- Opening Delimiter -

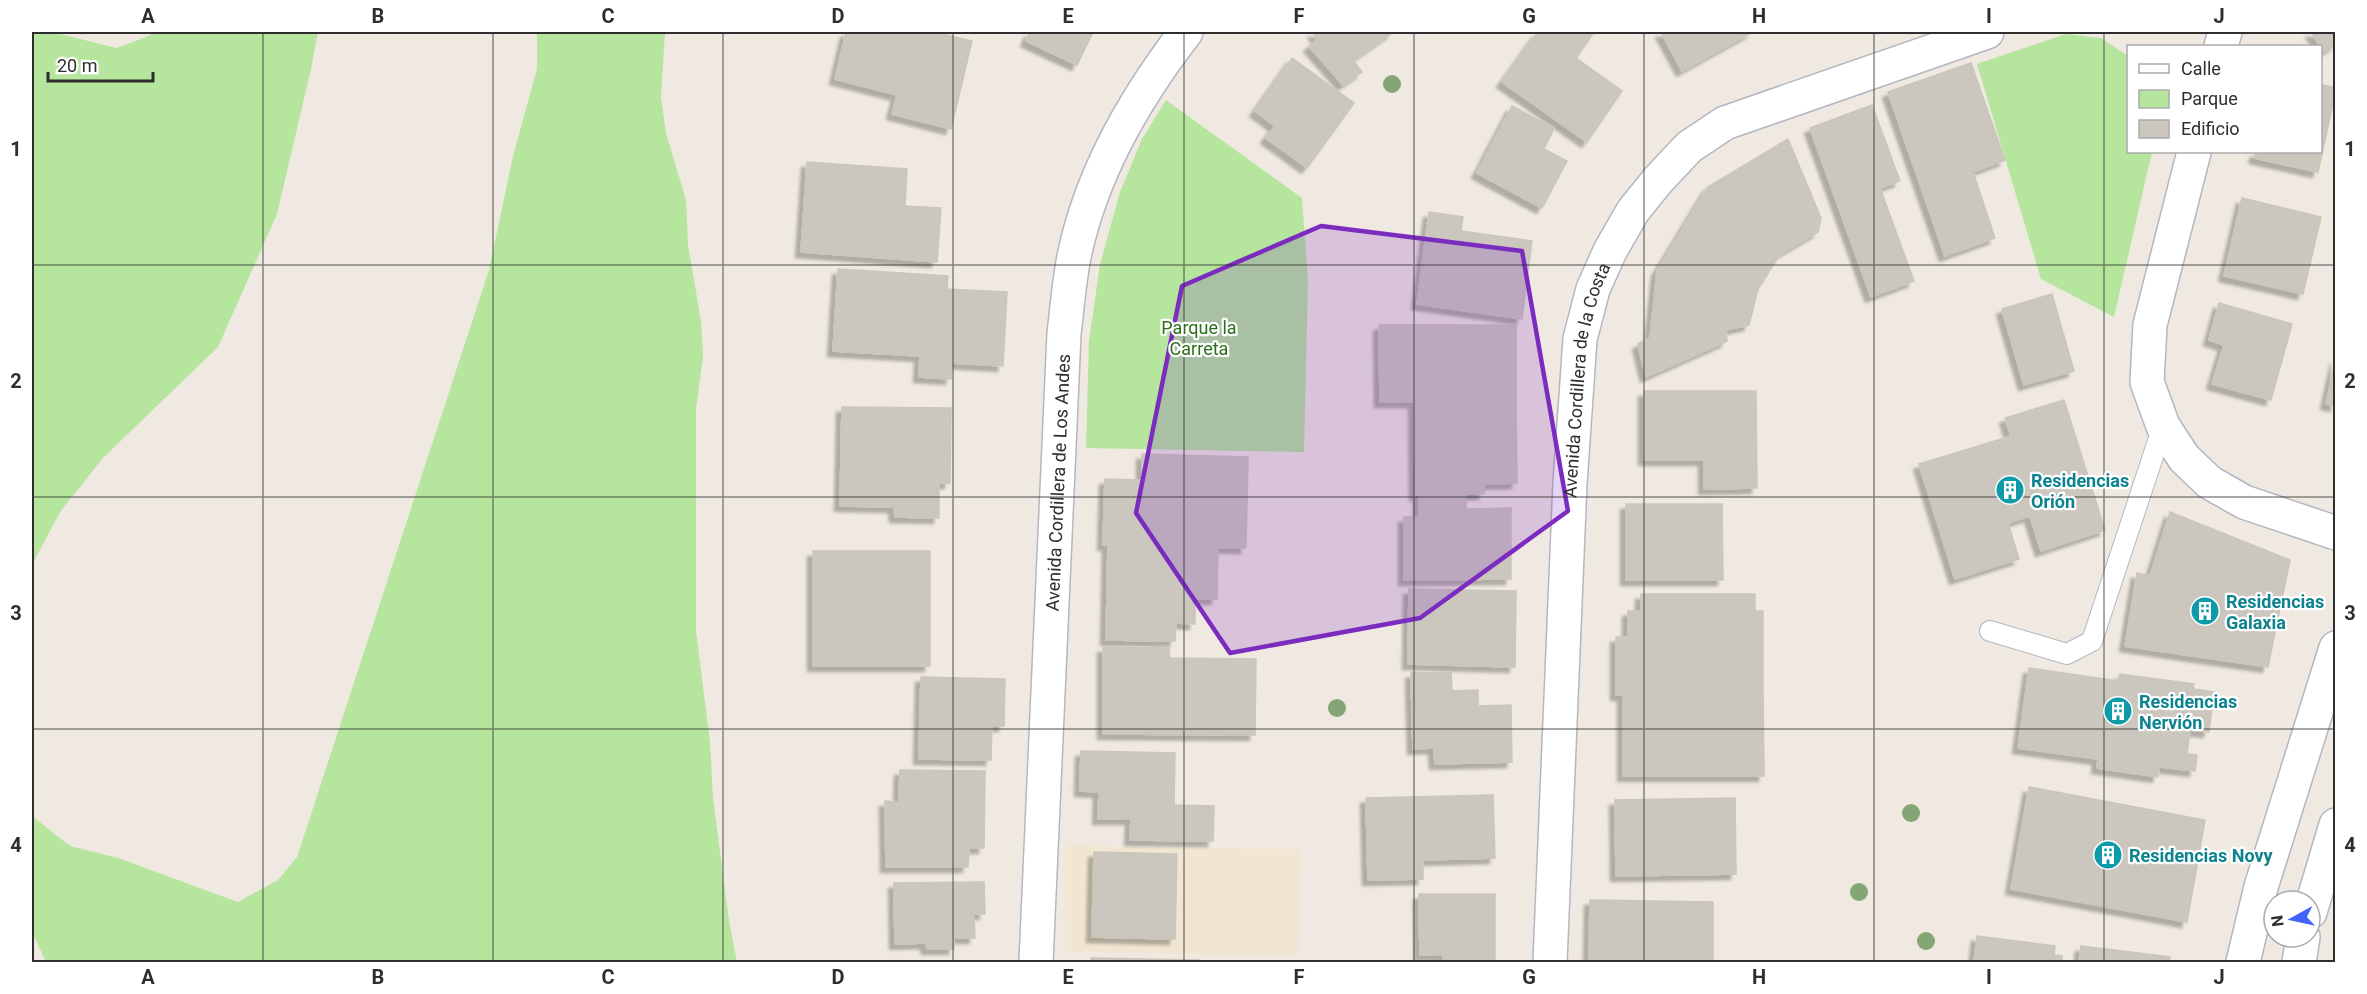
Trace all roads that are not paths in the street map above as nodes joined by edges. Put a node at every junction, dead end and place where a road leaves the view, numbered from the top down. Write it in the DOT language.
graph roads {
  1 [pos="1186,32"];
  2 [pos="1987,32"];
  3 [pos="2194,153"];
  4 [pos="2163,426"];
  5 [pos="2336,532"];
  6 [pos="1990,631"];
  7 [pos="2336,648"];
  8 [pos="2336,825"];
  9 [pos="2317,889"];
  10 [pos="1036,963"];
  11 [pos="1550,963"];
  12 [pos="2243,963"];
  1 -- 10 [label="street, Avenida Cordillera de Los Andes"];
  2 -- 11 [label="street, Avenida Cordillera de la Costa"];
  3 -- 4 [label="street"];
  4 -- 5 [label="street"];
  4 -- 6 [label="lane"];
  7 -- 12 [label="street"];
  8 -- 9 [label="street"];
}
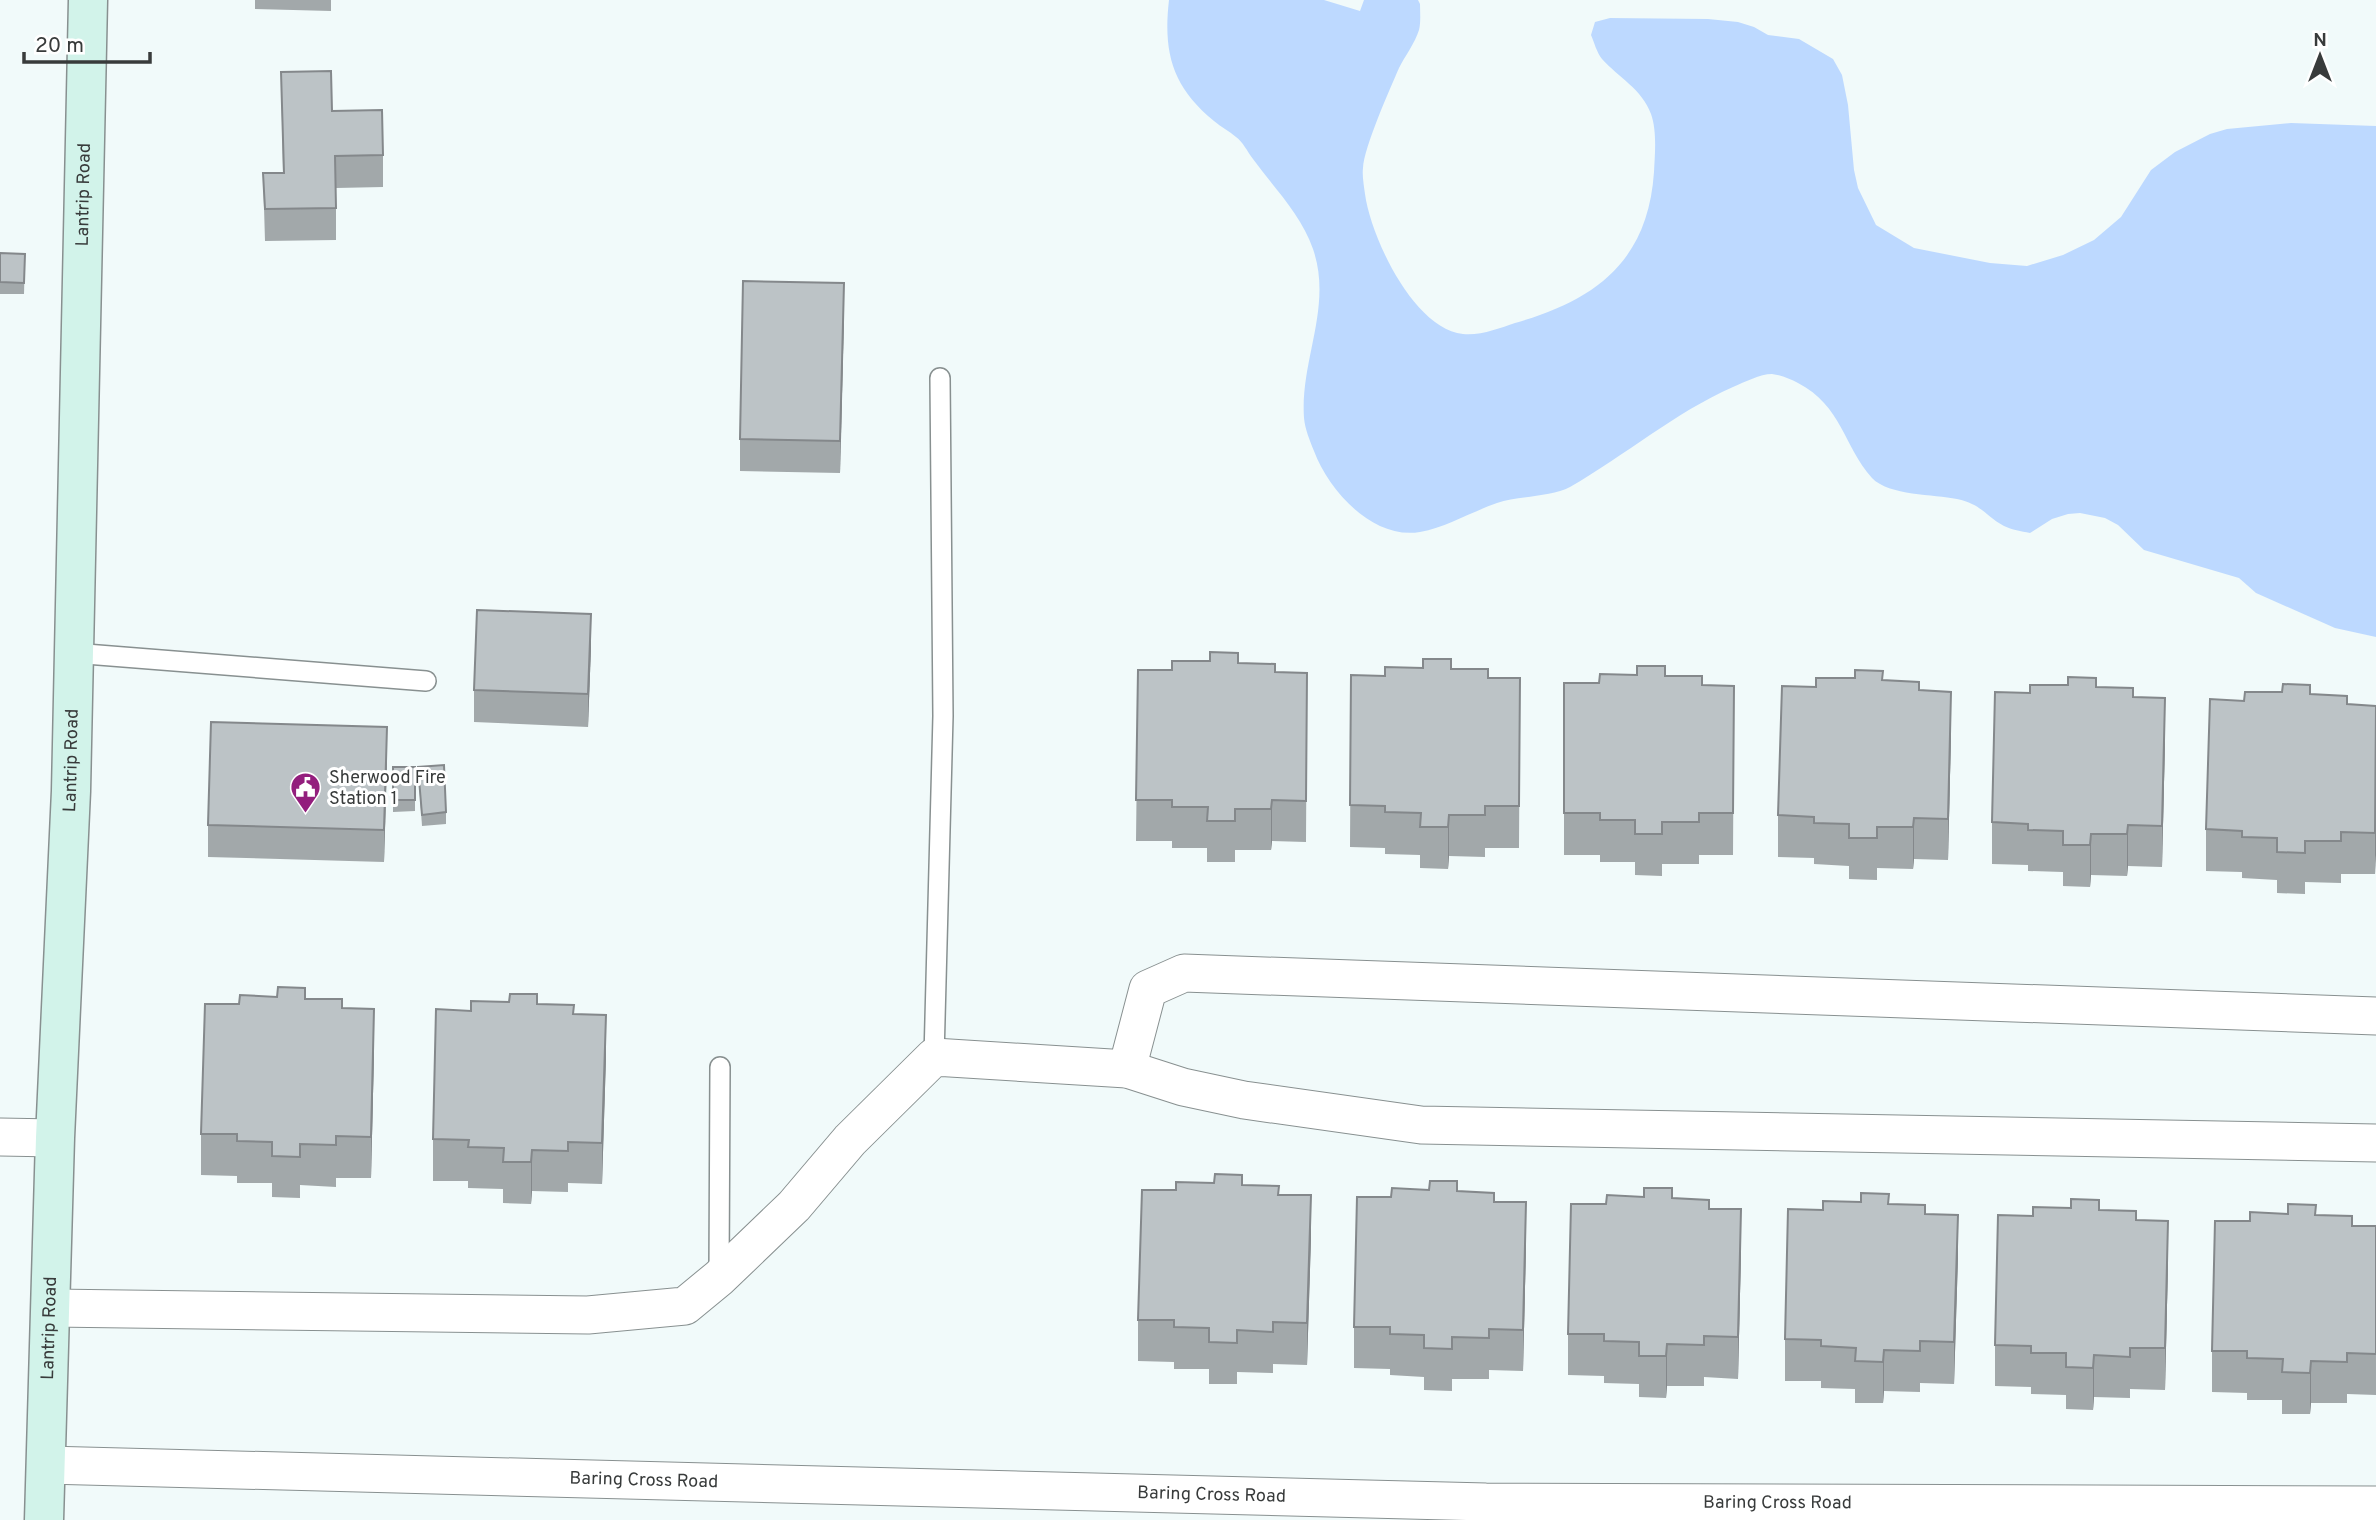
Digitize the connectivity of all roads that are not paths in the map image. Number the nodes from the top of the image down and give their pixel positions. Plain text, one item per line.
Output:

- Closing Delimiter -

## HOW TO COMPLETE THIS TASK:
Everything in the records goes into your answer exactly, except the pictures.

## WRITTEN SOLUTION:
Trace all roads that are not paths in the street map above as nodes joined by edges. Put a node at every junction, dead end and place where a road leaves the view, numbered from the top down. Write it in the DOT language.
graph roads {
  1 [pos="1186,32"];
  2 [pos="1987,32"];
  3 [pos="2194,153"];
  4 [pos="2163,426"];
  5 [pos="2336,532"];
  6 [pos="1990,631"];
  7 [pos="2336,648"];
  8 [pos="2336,825"];
  9 [pos="2317,889"];
  10 [pos="1036,963"];
  11 [pos="1550,963"];
  12 [pos="2243,963"];
  1 -- 10 [label="street, Avenida Cordillera de Los Andes"];
  2 -- 11 [label="street, Avenida Cordillera de la Costa"];
  3 -- 4 [label="street"];
  4 -- 5 [label="street"];
  4 -- 6 [label="lane"];
  7 -- 12 [label="street"];
  8 -- 9 [label="street"];
}
Digitize the connectivity of all roads that are not paths in the map image. Number the nodes from the top of the image down and give their pixel positions. Plain text, one item per line.
Output:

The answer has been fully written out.